Читать «Открытые дворы. Стихотворения, эссе» онлайн - страница 70

Владимир Владимирович Аристов

Заголовок может ввести в заблуждение, поэтому надо сразу пояснить: речь будет идти не о скрываемом, но, скорей, – о скрытом. О том «скрытом смысле», который ныне ведет к целостному познанию и мироощущению. О соотношении текста и того, что предшествует и объемлет в бытии текст (наверное, это можно условно назвать контекстом). То есть, каким образом бытие и поведение в мире воплощается в поэтическую речь, и каковы взаимоотношения текста и контекста?

Здесь под этими терминами будут пониматься способ воплощения и способ существования в мире для воплощения. Но есть еще третий компонент – подобие наблюдателя, рефлектирующая фигура, которая сейчас и фиксирует все это. Фигура рефлексии нужна не только, чтобы разъять запрограммированное соотношение текста и контекста, но и чтобы сказать, что реальный мир все-таки шире любой нашей интенции, и такой холодноватый взгляд со стороны означает на самом деле надежду на неисчерпаемость мира.

Если думать, с чего начать говорить о процессе написания стихов, то приходишь к необходимости прежде всего явить тень или контур наблюдателя в себе. Она оказывается в какой-то степени посторонней в установившемся «горячем» способе воплощения впечатлений в слова. Но именно эта отстраненность и позволяет увидеть на мгновенье мир в проблесках «бесполезной» новизны. Для меня «поэтическое наблюдение» – понятие, очень далекое от рационального подхода к познанию. «Поэтический наблюдатель» в наибольшей степени, так сказать, экспансивен в своей ранимости. Он как бы заранее заявляет о своей слабости, понимая, что скрытое в мире (для уподобления этому скрытому) требует соответствующего инструмента, но созданное может неограниченно превышать его своей силой. Необходимо подвергнуться воздействию внешнего мира, но не столько растворяться в нем и становиться им, сколько делать его собой. Такая мягкая агрессивность часто носит только подготовительный характер (накопление без явного словесного результата), но и такое слабое совершение входит в продленную память.
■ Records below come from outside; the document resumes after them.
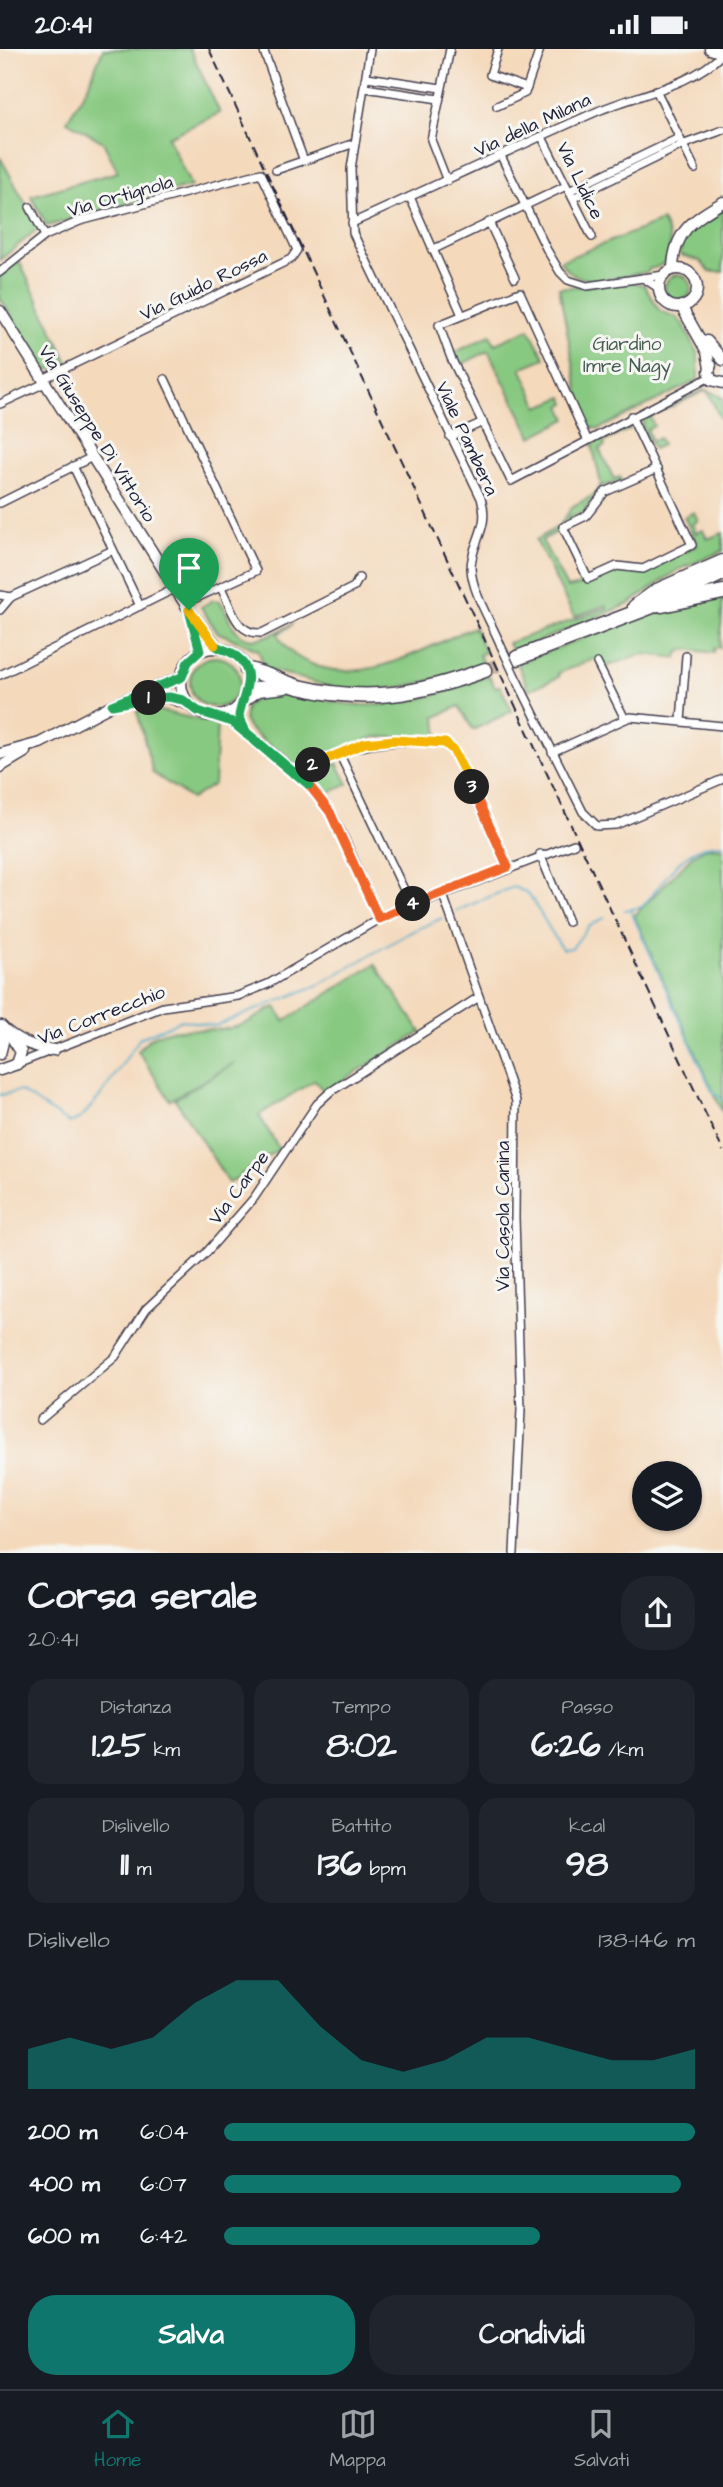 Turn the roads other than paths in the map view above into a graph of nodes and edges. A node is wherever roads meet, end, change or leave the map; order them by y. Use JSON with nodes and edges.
{"nodes":[{"id":1,"x":263,"y":49,"type":"edge"},
{"id":2,"x":370,"y":49,"type":"edge"},
{"id":3,"x":450,"y":49,"type":"edge"},
{"id":4,"x":498,"y":49,"type":"edge"},
{"id":5,"x":540,"y":49,"type":"edge"},
{"id":6,"x":710,"y":49,"type":"edge"},
{"id":7,"x":723,"y":53,"type":"edge"},
{"id":8,"x":367,"y":77,"type":"junction"},
{"id":9,"x":527,"y":87,"type":"junction"},
{"id":10,"x":366,"y":88,"type":"junction"},
{"id":11,"x":441,"y":88,"type":"junction"},
{"id":12,"x":656,"y":90,"type":"junction"},
{"id":13,"x":439,"y":99,"type":"junction"},
{"id":14,"x":497,"y":106,"type":"dead end"},
{"id":15,"x":723,"y":130,"type":"edge"},
{"id":16,"x":542,"y":137,"type":"junction"},
{"id":17,"x":680,"y":142,"type":"junction"},
{"id":18,"x":355,"y":143,"type":"junction"},
{"id":19,"x":501,"y":156,"type":"junction"},
{"id":20,"x":304,"y":160,"type":"junction"},
{"id":21,"x":695,"y":169,"type":"dead end"},
{"id":22,"x":276,"y":170,"type":"dead end"},
{"id":23,"x":261,"y":173,"type":"joint"},
{"id":24,"x":447,"y":181,"type":"junction"},
{"id":25,"x":569,"y":191,"type":"junction"},
{"id":26,"x":410,"y":197,"type":"junction"},
{"id":27,"x":723,"y":202,"type":"edge"},
{"id":28,"x":525,"y":205,"type":"junction"},
{"id":29,"x":30,"y":207,"type":"dead end"},
{"id":30,"x":489,"y":222,"type":"junction"},
{"id":31,"x":352,"y":223,"type":"junction"},
{"id":32,"x":46,"y":236,"type":"junction"},
{"id":33,"x":592,"y":237,"type":"dead end"},
{"id":34,"x":432,"y":250,"type":"junction"},
{"id":35,"x":673,"y":271,"type":"junction"},
{"id":36,"x":0,"y":272,"type":"edge"},
{"id":37,"x":515,"y":278,"type":"dead end"},
{"id":38,"x":642,"y":278,"type":"junction"},
{"id":39,"x":660,"y":289,"type":"junction"},
{"id":40,"x":692,"y":300,"type":"junction"},
{"id":41,"x":681,"y":306,"type":"junction"},
{"id":42,"x":0,"y":311,"type":"edge"},
{"id":43,"x":462,"y":315,"type":"junction"},
{"id":44,"x":723,"y":361,"type":"edge"},
{"id":45,"x":710,"y":372,"type":"junction"},
{"id":46,"x":165,"y":379,"type":"dead end"},
{"id":47,"x":44,"y":381,"type":"junction"},
{"id":48,"x":722,"y":385,"type":"edge"},
{"id":49,"x":0,"y":404,"type":"edge"},
{"id":50,"x":631,"y":416,"type":"junction"},
{"id":51,"x":483,"y":422,"type":"junction"},
{"id":52,"x":450,"y":437,"type":"junction"},
{"id":53,"x":587,"y":439,"type":"junction"},
{"id":54,"x":92,"y":457,"type":"junction"},
{"id":55,"x":73,"y":467,"type":"junction"},
{"id":56,"x":657,"y":469,"type":"junction"},
{"id":57,"x":0,"y":503,"type":"edge"},
{"id":58,"x":113,"y":550,"type":"junction"},
{"id":59,"x":723,"y":555,"type":"edge"},
{"id":60,"x":723,"y":562,"type":"edge"},
{"id":61,"x":723,"y":573,"type":"edge"},
{"id":62,"x":359,"y":578,"type":"dead end"},
{"id":63,"x":176,"y":588,"type":"junction"},
{"id":64,"x":221,"y":588,"type":"junction"},
{"id":65,"x":657,"y":591,"type":"junction"},
{"id":66,"x":723,"y":592,"type":"edge"},
{"id":67,"x":0,"y":595,"type":"edge"},
{"id":68,"x":11,"y":597,"type":"junction"},
{"id":69,"x":140,"y":606,"type":"junction"},
{"id":70,"x":187,"y":606,"type":"junction"},
{"id":71,"x":650,"y":607,"type":"junction"},
{"id":72,"x":0,"y":610,"type":"edge"},
{"id":73,"x":625,"y":614,"type":"junction"},
{"id":74,"x":218,"y":648,"type":"junction"},
{"id":75,"x":200,"y":651,"type":"junction"},
{"id":76,"x":686,"y":656,"type":"dead end"},
{"id":77,"x":517,"y":658,"type":"tunnel mouth"},
{"id":78,"x":597,"y":663,"type":"dead end"},
{"id":79,"x":247,"y":670,"type":"junction"},
{"id":80,"x":485,"y":670,"type":"tunnel mouth"},
{"id":81,"x":0,"y":675,"type":"edge"},
{"id":82,"x":182,"y":677,"type":"junction"},
{"id":83,"x":297,"y":686,"type":"junction"},
{"id":84,"x":243,"y":700,"type":"junction"},
{"id":85,"x":112,"y":705,"type":"junction"},
{"id":86,"x":198,"y":711,"type":"junction"},
{"id":87,"x":216,"y":716,"type":"junction"},
{"id":88,"x":625,"y":719,"type":"junction"},
{"id":89,"x":681,"y":721,"type":"junction"},
{"id":90,"x":723,"y":726,"type":"edge"},
{"id":91,"x":246,"y":732,"type":"junction"},
{"id":92,"x":40,"y":743,"type":"junction"},
{"id":93,"x":552,"y":752,"type":"junction"},
{"id":94,"x":339,"y":753,"type":"junction"},
{"id":95,"x":0,"y":754,"type":"edge"},
{"id":96,"x":0,"y":767,"type":"edge"},
{"id":97,"x":293,"y":773,"type":"junction"},
{"id":98,"x":723,"y":779,"type":"edge"},
{"id":99,"x":574,"y":844,"type":"dead end"},
{"id":100,"x":540,"y":854,"type":"junction"},
{"id":101,"x":508,"y":867,"type":"junction"},
{"id":102,"x":442,"y":893,"type":"junction"},
{"id":103,"x":406,"y":894,"type":"dead end"},
{"id":104,"x":379,"y":919,"type":"junction"},
{"id":105,"x":568,"y":922,"type":"dead end"},
{"id":106,"x":479,"y":997,"type":"junction"},
{"id":107,"x":0,"y":1025,"type":"edge"},
{"id":108,"x":7,"y":1039,"type":"junction"},
{"id":109,"x":54,"y":1050,"type":"junction"},
{"id":110,"x":0,"y":1054,"type":"edge"},
{"id":111,"x":17,"y":1064,"type":"junction"},
{"id":112,"x":0,"y":1070,"type":"edge"},
{"id":113,"x":40,"y":1420,"type":"dead end"},
{"id":114,"x":514,"y":1552,"type":"edge"}],
"edges":[{"from":1,"to":20,"type":"street"},
{"from":2,"to":8,"type":"street","name":"Viale Pambera"},
{"from":3,"to":11,"type":"street"},
{"from":4,"to":9,"type":"street"},
{"from":5,"to":9,"type":"street"},
{"from":6,"to":7,"type":"street"},
{"from":7,"to":12,"type":"street","name":"Via della Milana"},
{"from":8,"to":10,"type":"street","name":"Viale Pambera"},
{"from":8,"to":11,"type":"street"},
{"from":9,"to":14,"type":"street"},
{"from":10,"to":13,"type":"street"},
{"from":10,"to":18,"type":"street","name":"Viale Pambera"},
{"from":11,"to":13,"type":"street"},
{"from":12,"to":16,"type":"street","name":"Via della Milana"},
{"from":12,"to":17,"type":"street"},
{"from":13,"to":24,"type":"street"},
{"from":15,"to":17,"type":"street"},
{"from":16,"to":19,"type":"street","name":"Via della Milana"},
{"from":16,"to":25,"type":"street","name":"Via Lidice"},
{"from":17,"to":21,"type":"street"},
{"from":17,"to":25,"type":"street"},
{"from":18,"to":20,"type":"street"},
{"from":18,"to":31,"type":"street","name":"Viale Pambera"},
{"from":19,"to":24,"type":"street","name":"Via della Milana"},
{"from":19,"to":28,"type":"street"},
{"from":20,"to":22,"type":"street"},
{"from":23,"to":32,"type":"street","name":"Via Ortignola"},
{"from":23,"to":47,"type":"street","name":"Via Guido Rossa"},
{"from":24,"to":26,"type":"street","name":"Via della Milana"},
{"from":25,"to":28,"type":"street"},
{"from":25,"to":33,"type":"street","name":"Via Lidice"},
{"from":26,"to":31,"type":"street","name":"Via della Milana"},
{"from":26,"to":34,"type":"street"},
{"from":27,"to":35,"type":"street"},
{"from":28,"to":30,"type":"street"},
{"from":28,"to":38,"type":"street"},
{"from":29,"to":32,"type":"street"},
{"from":30,"to":34,"type":"street"},
{"from":30,"to":37,"type":"street"},
{"from":31,"to":52,"type":"street","name":"Viale Pambera"},
{"from":32,"to":36,"type":"street","name":"Via Ortignola"},
{"from":34,"to":43,"type":"street"},
{"from":35,"to":38,"type":"street"},
{"from":35,"to":39,"type":"street"},
{"from":35,"to":40,"type":"street"},
{"from":38,"to":39,"type":"street"},
{"from":39,"to":41,"type":"street"},
{"from":40,"to":41,"type":"street"},
{"from":40,"to":44,"type":"street"},
{"from":41,"to":45,"type":"street"},
{"from":42,"to":47,"type":"street","name":"Via Giuseppe Di Vittorio"},
{"from":43,"to":51,"type":"street"},
{"from":43,"to":53,"type":"street"},
{"from":44,"to":45,"type":"street"},
{"from":45,"to":48,"type":"street"},
{"from":45,"to":50,"type":"street"},
{"from":46,"to":64,"type":"street"},
{"from":47,"to":49,"type":"street"},
{"from":47,"to":54,"type":"street","name":"Via Giuseppe Di Vittorio"},
{"from":50,"to":53,"type":"street"},
{"from":50,"to":56,"type":"street"},
{"from":51,"to":52,"type":"street"},
{"from":51,"to":53,"type":"street"},
{"from":52,"to":93,"type":"street","name":"Viale Pambera","bridge":true},
{"from":54,"to":55,"type":"street"},
{"from":54,"to":63,"type":"street","name":"Via Giuseppe Di Vittorio"},
{"from":55,"to":57,"type":"street"},
{"from":55,"to":58,"type":"street"},
{"from":56,"to":56,"type":"street"},
{"from":58,"to":68,"type":"street"},
{"from":58,"to":69,"type":"street"},
{"from":59,"to":65,"type":"highway"},
{"from":60,"to":65,"type":"highway"},
{"from":61,"to":71,"type":"highway"},
{"from":62,"to":64,"type":"street"},
{"from":63,"to":69,"type":"street"},
{"from":63,"to":70,"type":"street","name":"Via Giuseppe Di Vittorio"},
{"from":64,"to":70,"type":"street"},
{"from":65,"to":73,"type":"highway"},
{"from":66,"to":71,"type":"highway"},
{"from":67,"to":68,"type":"street"},
{"from":68,"to":72,"type":"street"},
{"from":69,"to":81,"type":"street"},
{"from":70,"to":74,"type":"street","name":"Via Giuseppe Di Vittorio"},
{"from":70,"to":75,"type":"street","name":"Via Giuseppe Di Vittorio"},
{"from":71,"to":73,"type":"highway"},
{"from":73,"to":77,"type":"highway"},
{"from":74,"to":75,"type":"street"},
{"from":74,"to":79,"type":"street"},
{"from":75,"to":82,"type":"street"},
{"from":76,"to":89,"type":"street"},
{"from":78,"to":88,"type":"street"},
{"from":79,"to":83,"type":"highway"},
{"from":79,"to":84,"type":"street"},
{"from":80,"to":83,"type":"highway"},
{"from":82,"to":85,"type":"street"},
{"from":82,"to":86,"type":"street"},
{"from":83,"to":84,"type":"highway"},
{"from":84,"to":87,"type":"street"},
{"from":84,"to":91,"type":"street"},
{"from":85,"to":86,"type":"street"},
{"from":85,"to":92,"type":"street"},
{"from":86,"to":87,"type":"street"},
{"from":87,"to":91,"type":"street"},
{"from":88,"to":89,"type":"street"},
{"from":88,"to":93,"type":"street"},
{"from":89,"to":90,"type":"street"},
{"from":91,"to":97,"type":"street"},
{"from":92,"to":95,"type":"street"},
{"from":92,"to":96,"type":"street"},
{"from":93,"to":98,"type":"street","name":"Viale Pambera"},
{"from":94,"to":97,"type":"street"},
{"from":94,"to":101,"type":"street"},
{"from":94,"to":103,"type":"street"},
{"from":97,"to":104,"type":"street"},
{"from":99,"to":100,"type":"street","name":"Via Correcchio"},
{"from":100,"to":101,"type":"street","name":"Via Correcchio"},
{"from":100,"to":105,"type":"street"},
{"from":101,"to":102,"type":"street","name":"Via Correcchio"},
{"from":102,"to":104,"type":"street","name":"Via Correcchio"},
{"from":102,"to":106,"type":"street","name":"Via Casola Canina"},
{"from":104,"to":109,"type":"street","name":"Via Correcchio"},
{"from":106,"to":113,"type":"street","name":"Via Carpe"},
{"from":106,"to":114,"type":"street","name":"Via Casola Canina"},
{"from":107,"to":108,"type":"street"},
{"from":108,"to":109,"type":"street"},
{"from":108,"to":110,"type":"street"},
{"from":108,"to":111,"type":"street"},
{"from":109,"to":111,"type":"street","name":"Via Correcchio"},
{"from":111,"to":112,"type":"street","name":"Via Correcchio"}]}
Это могут быть «две-три случайных фразы», которые кажутся настоятельно важными и повторяются как мгновенные (недолгие) мантры, и у которых есть предел воспроизведения. Но есть другие, которые частично материализуясь, как будто бы обречены к воплощению, словно пространство незримой комнаты сгустилось, и обозначился проем, и дверь медленно двинулась и закрылась, и раздался звон выпавшего ключа, но этот продолжавший звучать ключ-слово внушает нам, что мгновенья, когда ключ выпал, не было, и по звучащему слову можно двинуться вспять к еще открытому образу мира.

Вот предложение (вернее отрывок нерожденной фразы), которое появилось недавно «…и грозового цвета стекло». По-видимому она должна иметь отношение к ощущению от событий, происходящим у нас сейчас. В этом отрывке есть кинематографический исток – ассоциации ведут к одному увиденному фильму, – но значимость этих нескольких слов основывается и на обычном повседневном наблюдении за «жизнью стекла». Еще неясный образ показался мне новым, и хотя неизвестно, достаточно ли такого сочетания слов, чтобы стало рождаться стихотворение, мне кажется, что я уже его не забуду. Даже в измененном виде оно все-таки может войти в какие-то стихи в дальнейшем. Смысл такого образа будет ясен только, если конкретное впечатление было достаточно точным. Но для этого требуется время. Взвешивание слов – процесс длительный.